None of us, the depositary or the custodian shall be liable for the failure by any registered holder or beneficial owner of ADRs to obtain the benefits of credits or refunds of non-U.S. tax paid against such holder’s or beneficial owner’s income tax liability. Neither we nor the depositary shall incur any liability for any tax or tax consequences that may be incurred by registered holders or beneficial owners of ADRs on account of their ownership or disposition of the ADRs or ADSs.

The depositary shall not incur any liability for the content of any information submitted to it by us or on our behalf for distribution to the ADR holders or for any inaccuracy of any translation thereof, for any investment risk associated with acquiring an interest in the deposited securities, for the validity or worth of the deposited securities, for the credit-worthiness of any third party, for allowing any rights to lapse upon the terms of the deposit agreement or for the failure or timeliness of any notice from us. The depositary shall not be liable for any acts or omissions made by a successor depositary whether in connection with a previous act or omission of the depositary or in connection with any matter arising wholly after the removal or resignation of the depositary, unless a liability is directly caused by the previous gross negligence or willful misconduct of the depositary or its directors, officers, employees, agents or affiliates acting in their capacities as such under the deposit agreement.

Neither we nor the depositary nor any of our respective agents shall be liable to registered holders of ADRs or beneficial owners of interests in ADSs for any indirect, special, punitive or consequential damages (including, without limitation, legal fees and expenses) or lost profits, in each case of any form incurred by any person or entity, whether or not foreseeable and regardless of the type of action in which such a claim may be brought.

The depositary shall not be responsible for, and shall incur no liability in connection with or arising from any act or omission to act on the part of the custodian except to the extent that (i) such custodian was not us or one of our affiliates when such act or omission occurred and (ii) a holder has incurred liability directly as a result of the custodian having (a) committed fraud or willful misconduct in the provision of custodial services to the depositary or (b) failed to use reasonable care in the provision of custodial services to the depositary as determined in accordance with the standards prevailing in the jurisdiction in which the custodian is located.

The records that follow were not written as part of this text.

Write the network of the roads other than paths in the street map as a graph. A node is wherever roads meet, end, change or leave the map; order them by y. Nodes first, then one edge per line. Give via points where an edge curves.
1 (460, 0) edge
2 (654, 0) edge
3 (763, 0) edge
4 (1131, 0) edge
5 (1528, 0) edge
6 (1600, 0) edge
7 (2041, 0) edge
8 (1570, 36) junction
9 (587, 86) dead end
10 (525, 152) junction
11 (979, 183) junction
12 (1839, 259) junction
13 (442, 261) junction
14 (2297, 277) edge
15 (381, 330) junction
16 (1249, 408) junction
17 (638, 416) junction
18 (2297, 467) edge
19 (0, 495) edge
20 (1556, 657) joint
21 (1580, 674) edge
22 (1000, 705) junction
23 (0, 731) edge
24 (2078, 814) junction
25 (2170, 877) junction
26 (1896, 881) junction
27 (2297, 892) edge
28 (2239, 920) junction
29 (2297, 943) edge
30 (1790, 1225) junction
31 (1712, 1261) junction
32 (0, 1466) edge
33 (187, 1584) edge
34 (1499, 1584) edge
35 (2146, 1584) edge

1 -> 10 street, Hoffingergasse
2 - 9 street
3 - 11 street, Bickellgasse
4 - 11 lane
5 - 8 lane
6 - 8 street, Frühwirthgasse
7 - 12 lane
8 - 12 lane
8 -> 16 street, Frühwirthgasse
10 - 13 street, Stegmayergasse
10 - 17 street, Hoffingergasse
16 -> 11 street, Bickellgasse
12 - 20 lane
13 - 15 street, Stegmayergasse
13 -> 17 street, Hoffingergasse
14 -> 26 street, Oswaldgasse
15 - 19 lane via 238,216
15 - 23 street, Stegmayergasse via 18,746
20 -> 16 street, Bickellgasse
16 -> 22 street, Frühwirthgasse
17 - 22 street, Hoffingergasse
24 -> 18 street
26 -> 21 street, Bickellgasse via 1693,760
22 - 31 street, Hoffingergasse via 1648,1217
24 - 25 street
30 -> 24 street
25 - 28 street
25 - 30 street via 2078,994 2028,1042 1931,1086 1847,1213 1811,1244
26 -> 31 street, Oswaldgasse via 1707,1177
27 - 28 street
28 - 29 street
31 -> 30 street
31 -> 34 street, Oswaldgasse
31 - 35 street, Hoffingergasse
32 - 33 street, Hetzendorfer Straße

As long as we or one of our affiliates is serving as the custodian with respect to the deposit agreement we shall be solely liable for each and any act or failure to act on the part of the custodian.

No disclaimer of liability under the Securities Act of 1933 or the Securities Exchange Act of 1934, to the extent applicable, is intended by any provision of the deposit agreement.

Governing Law, Submission to Jurisdiction and Waiver of Right to Trial by Jury

The deposit agreement is governed by and construed in accordance with the laws of the State of New York.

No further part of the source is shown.